Prey è un gioco che si fa gli affari suoi

Prey è un gioco che si fa gli affari suoi

La caratteristica distintiva più forte di Prey sta nel suo menefreghismo quasi totale, nella convinzione con cui mostra di non vergognarsi mai della propria natura. Pur senza rinunciare a determinate comodità, a punti fermi stutturali e d'interfaccia che oggi diamo per scontati, il capolavoro (diciamolo subito, leviamoci il pensiero) di Arkane Studios ha il coraggio di tirare dritto per la sua strada, che d'altra parte è una strada veramente poco dritta. Il cuore pulsante di Prey è quello di un gioco che ti offre un playground grande quanto tutta la sua ambientazione, una vasta struttura chiusa trattata come un open world.
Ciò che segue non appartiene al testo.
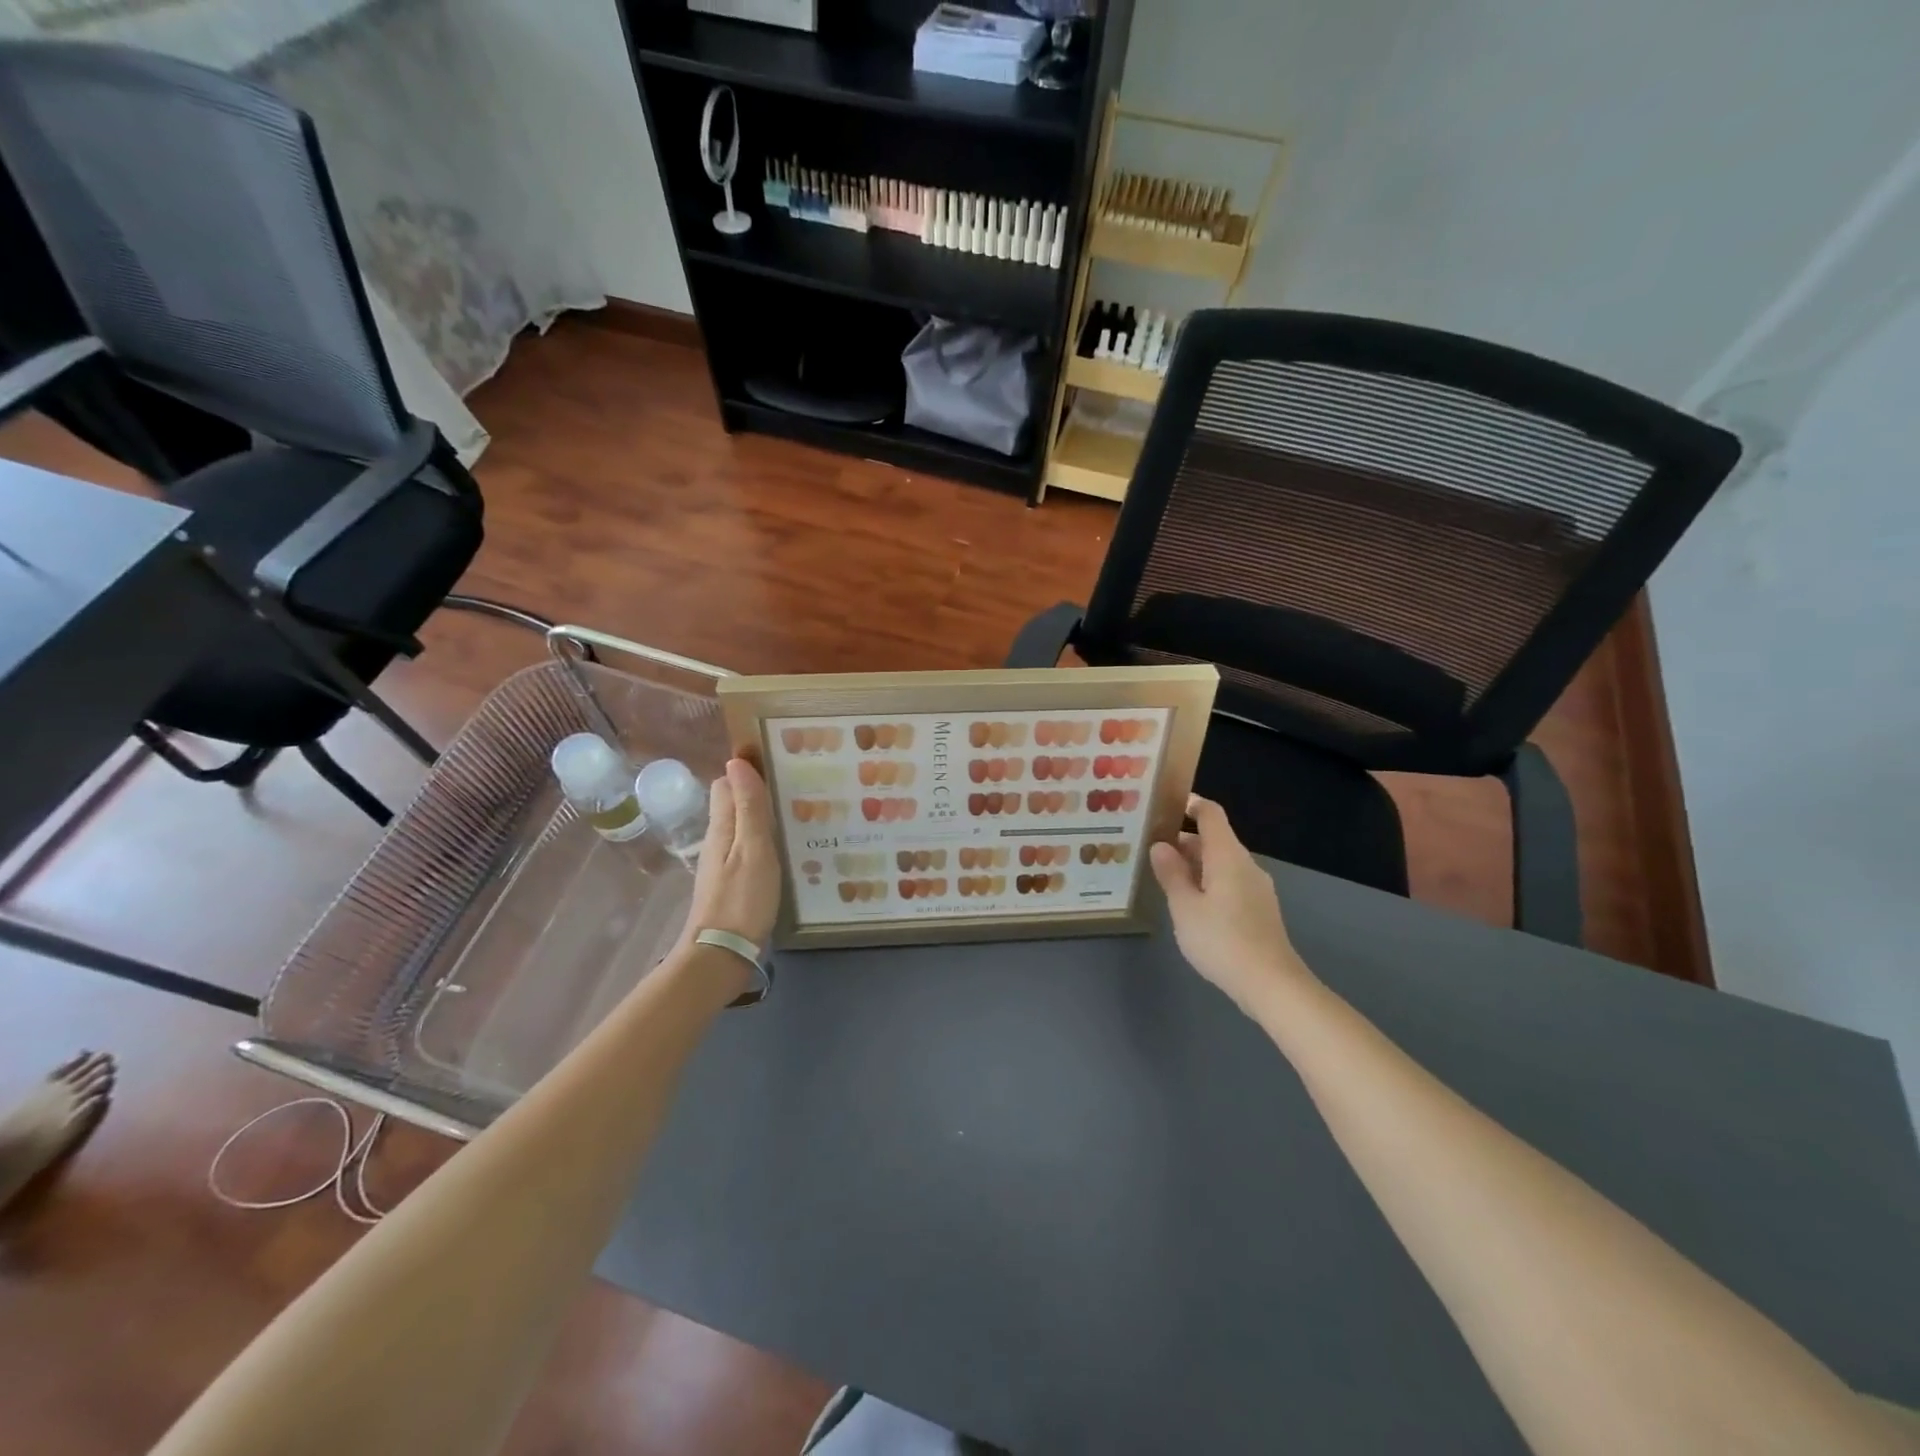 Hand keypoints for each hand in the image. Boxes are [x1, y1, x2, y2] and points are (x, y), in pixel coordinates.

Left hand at [681, 758, 781, 951]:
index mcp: (722, 827)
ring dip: (764, 817)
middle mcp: (719, 840)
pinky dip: (766, 841)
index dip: (747, 771)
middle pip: (734, 804)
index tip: (779, 763)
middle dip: (758, 791)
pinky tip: (787, 849)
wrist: (722, 954)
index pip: (726, 785)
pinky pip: (749, 849)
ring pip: (742, 827)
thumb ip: (749, 807)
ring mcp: (724, 864)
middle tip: (797, 787)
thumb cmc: (742, 898)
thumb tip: (737, 761)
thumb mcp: (754, 848)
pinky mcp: (733, 883)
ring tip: (799, 813)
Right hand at [1150, 794, 1314, 1013]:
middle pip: (1214, 839)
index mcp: (1227, 856)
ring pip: (1221, 863)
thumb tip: (1160, 846)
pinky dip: (1207, 882)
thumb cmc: (1222, 940)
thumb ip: (1171, 874)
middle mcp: (1245, 864)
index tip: (1163, 806)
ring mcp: (1256, 888)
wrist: (1271, 984)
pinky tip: (1190, 904)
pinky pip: (1229, 882)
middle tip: (1150, 849)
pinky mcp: (1259, 909)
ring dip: (1194, 864)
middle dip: (1183, 840)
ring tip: (1164, 877)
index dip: (1189, 804)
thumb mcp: (1185, 907)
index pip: (1211, 814)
Certo, ci sono numerosi blocchi sparsi in giro, punti fermi che di tanto in tanto dettano la progressione e impediscono di esplorare determinate zone, ma il momento in cui si muovono i primi passi al di fuori dei locali dove ha inizio tutto è il momento in cui Prey si apre, si fa da parte e lascia il controllo nelle mani del giocatore. Da lì in poi, sta a chi impugna il pad o accarezza il mouse decidere cosa fare e rendere suo il gioco.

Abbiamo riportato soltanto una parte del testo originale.